You do understand that vectors don't exist as vectors once they are rendered right?
You don't say... Why there I thought that our displays weren't pixel based displays...
They become bitmaps and exist in texture memory?
Nope, they don't. They become bitmaps on the frame buffer memory, not the texture memory. Why render your vectors to textures before pushing them out to the framebuffer ? We're not doing 3D graphics here where the flat surface needs to be mapped onto a non-flat object on screen. We're rendering flat images to the screen. Just respect the Z-buffer and alpha blending and render straight to the frame buffer.
At some point you have to convert the mathematical construct into pixels. Doing this in real-time vs loading the exact bitmap is where the performance issues are.
Especially when you have very complex renderings with lots of layers. Just look at Adobe Flash, basic vectors no problems, complex illustrations, lots of problems.

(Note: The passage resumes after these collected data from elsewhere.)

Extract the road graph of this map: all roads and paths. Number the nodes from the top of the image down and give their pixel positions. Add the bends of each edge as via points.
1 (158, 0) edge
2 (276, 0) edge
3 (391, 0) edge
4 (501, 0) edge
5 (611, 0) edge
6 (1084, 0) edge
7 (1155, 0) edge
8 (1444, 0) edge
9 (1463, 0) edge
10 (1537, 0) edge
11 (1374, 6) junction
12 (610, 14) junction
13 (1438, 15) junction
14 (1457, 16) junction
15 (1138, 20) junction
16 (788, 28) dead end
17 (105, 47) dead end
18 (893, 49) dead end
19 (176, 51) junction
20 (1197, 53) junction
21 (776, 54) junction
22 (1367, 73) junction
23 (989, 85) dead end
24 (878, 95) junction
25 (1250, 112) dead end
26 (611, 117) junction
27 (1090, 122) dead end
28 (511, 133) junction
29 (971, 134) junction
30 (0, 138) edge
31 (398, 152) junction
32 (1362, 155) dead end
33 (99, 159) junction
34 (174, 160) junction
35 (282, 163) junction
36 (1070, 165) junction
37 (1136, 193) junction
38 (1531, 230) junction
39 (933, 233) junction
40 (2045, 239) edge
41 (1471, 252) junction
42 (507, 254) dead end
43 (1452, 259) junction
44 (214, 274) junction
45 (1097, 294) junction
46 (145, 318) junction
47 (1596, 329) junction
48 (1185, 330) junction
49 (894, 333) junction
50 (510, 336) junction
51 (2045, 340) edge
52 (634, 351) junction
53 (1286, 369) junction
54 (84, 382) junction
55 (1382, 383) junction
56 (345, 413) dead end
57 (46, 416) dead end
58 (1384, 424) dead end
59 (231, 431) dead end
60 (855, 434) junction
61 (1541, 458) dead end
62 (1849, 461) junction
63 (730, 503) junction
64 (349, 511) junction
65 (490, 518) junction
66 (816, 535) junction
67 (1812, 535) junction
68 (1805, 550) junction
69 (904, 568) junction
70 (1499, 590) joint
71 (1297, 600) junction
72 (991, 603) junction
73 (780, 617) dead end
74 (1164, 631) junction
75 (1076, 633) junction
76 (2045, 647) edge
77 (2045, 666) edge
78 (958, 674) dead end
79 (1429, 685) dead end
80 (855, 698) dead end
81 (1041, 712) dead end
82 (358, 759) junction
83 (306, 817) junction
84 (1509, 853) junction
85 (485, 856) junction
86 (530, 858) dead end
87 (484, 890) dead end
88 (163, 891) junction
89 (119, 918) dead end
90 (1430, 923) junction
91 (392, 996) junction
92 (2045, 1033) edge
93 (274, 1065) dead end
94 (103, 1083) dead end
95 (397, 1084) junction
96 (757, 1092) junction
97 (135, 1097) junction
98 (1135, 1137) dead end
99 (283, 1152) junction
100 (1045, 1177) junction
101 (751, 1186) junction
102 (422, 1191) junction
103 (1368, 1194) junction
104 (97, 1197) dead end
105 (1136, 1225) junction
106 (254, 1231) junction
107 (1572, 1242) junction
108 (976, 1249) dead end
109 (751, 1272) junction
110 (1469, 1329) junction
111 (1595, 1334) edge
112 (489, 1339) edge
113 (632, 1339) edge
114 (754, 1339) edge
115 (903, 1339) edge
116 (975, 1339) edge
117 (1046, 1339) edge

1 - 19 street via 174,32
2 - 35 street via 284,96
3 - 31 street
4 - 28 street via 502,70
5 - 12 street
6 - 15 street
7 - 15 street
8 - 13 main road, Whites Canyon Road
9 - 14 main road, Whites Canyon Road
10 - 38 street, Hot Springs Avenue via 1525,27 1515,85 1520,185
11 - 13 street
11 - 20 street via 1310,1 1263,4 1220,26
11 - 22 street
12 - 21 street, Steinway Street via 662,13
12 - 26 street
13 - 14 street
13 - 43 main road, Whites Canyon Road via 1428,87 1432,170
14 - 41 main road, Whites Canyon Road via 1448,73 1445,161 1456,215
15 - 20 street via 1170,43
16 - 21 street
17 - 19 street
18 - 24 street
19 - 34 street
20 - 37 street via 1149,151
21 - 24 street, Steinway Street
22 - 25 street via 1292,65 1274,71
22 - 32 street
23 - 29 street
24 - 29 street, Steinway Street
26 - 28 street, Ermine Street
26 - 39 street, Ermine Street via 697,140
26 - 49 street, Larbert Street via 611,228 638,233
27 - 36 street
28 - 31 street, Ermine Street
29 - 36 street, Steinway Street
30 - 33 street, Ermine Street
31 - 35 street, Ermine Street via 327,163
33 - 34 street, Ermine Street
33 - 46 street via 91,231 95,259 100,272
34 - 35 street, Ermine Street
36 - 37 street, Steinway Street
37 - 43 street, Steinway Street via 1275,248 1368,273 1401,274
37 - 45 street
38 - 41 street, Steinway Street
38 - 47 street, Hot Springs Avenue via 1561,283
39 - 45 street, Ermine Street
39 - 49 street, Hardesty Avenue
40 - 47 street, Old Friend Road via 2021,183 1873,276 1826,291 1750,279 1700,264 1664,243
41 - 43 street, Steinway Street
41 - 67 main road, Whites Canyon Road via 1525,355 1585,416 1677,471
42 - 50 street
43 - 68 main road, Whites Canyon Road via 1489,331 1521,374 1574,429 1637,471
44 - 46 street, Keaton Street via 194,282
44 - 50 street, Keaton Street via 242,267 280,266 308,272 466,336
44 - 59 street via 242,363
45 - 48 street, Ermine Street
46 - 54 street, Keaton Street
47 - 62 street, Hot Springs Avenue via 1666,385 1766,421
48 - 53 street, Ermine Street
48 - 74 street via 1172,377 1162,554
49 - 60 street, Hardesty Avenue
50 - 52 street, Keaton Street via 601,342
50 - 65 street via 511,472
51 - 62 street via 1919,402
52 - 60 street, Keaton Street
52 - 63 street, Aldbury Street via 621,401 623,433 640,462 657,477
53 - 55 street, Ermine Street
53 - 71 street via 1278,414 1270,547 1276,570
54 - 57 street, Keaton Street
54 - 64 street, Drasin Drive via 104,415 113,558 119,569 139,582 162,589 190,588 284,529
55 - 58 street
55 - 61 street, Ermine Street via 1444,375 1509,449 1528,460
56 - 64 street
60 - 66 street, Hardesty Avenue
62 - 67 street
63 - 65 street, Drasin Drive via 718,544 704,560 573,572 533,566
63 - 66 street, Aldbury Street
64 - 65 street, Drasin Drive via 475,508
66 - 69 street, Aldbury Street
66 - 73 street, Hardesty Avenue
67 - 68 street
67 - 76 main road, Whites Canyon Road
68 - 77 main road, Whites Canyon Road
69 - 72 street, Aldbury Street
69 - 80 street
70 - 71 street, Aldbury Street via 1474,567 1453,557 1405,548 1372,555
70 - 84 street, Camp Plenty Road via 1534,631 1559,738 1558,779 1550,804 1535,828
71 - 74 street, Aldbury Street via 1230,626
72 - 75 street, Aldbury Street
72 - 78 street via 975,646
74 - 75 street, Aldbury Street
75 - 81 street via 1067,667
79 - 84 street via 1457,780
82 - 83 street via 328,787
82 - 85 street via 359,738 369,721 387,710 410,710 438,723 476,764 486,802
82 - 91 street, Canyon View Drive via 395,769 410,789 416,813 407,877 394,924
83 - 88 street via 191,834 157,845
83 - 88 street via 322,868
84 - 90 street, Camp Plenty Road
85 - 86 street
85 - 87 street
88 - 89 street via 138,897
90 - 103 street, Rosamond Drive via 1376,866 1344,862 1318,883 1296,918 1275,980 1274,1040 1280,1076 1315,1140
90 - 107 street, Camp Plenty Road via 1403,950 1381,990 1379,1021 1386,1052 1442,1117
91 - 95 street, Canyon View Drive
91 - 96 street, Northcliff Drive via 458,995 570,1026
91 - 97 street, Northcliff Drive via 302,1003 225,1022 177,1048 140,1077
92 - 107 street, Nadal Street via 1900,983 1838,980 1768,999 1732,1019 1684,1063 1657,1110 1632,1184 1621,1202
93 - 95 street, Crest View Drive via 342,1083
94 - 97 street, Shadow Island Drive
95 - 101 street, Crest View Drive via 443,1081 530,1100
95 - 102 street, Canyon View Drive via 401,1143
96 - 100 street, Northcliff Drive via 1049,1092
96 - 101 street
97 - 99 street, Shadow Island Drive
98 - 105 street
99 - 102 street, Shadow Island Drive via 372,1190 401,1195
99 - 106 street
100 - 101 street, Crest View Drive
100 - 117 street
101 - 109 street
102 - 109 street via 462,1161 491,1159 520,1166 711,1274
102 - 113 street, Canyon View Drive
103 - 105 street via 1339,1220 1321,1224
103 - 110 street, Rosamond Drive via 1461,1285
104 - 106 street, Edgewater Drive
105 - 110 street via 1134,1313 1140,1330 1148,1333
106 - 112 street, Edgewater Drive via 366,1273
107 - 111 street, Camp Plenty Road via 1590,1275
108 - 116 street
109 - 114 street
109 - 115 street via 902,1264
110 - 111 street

Yawn... again, we've been doing this stuff with much less computers for quite a long time. You're making it seem harder than it is for the CPU.
The reason why Sierra chose to do their games that way (at least through King's Quest 4) is because of a lack of storage space. In Kings Quest 5, they switched to EGA-based bitmaps/sprites.
Nope, all the EGA era games used the PIC format. The bitmaps came with the VGA days. The sprites never were vector based to begin with, even in AGI as far as I recall. The point is, if a 286 running at 8 mhz could render vector graphics, I very doubt a Core i7 quad core aided by a bunch of GPU cores running in parallele can't do it.
Have you ever heard your CPU fans go into overdrive when you open a Flash page? There are reasons for that.
Nope, only when I try to have Flash decode H.264. For vector based games, the CPU usage and temp aren't high at all. Remember, Flash vector graphic based games have been around since the Pentium days. The Pentium pre-MMX days.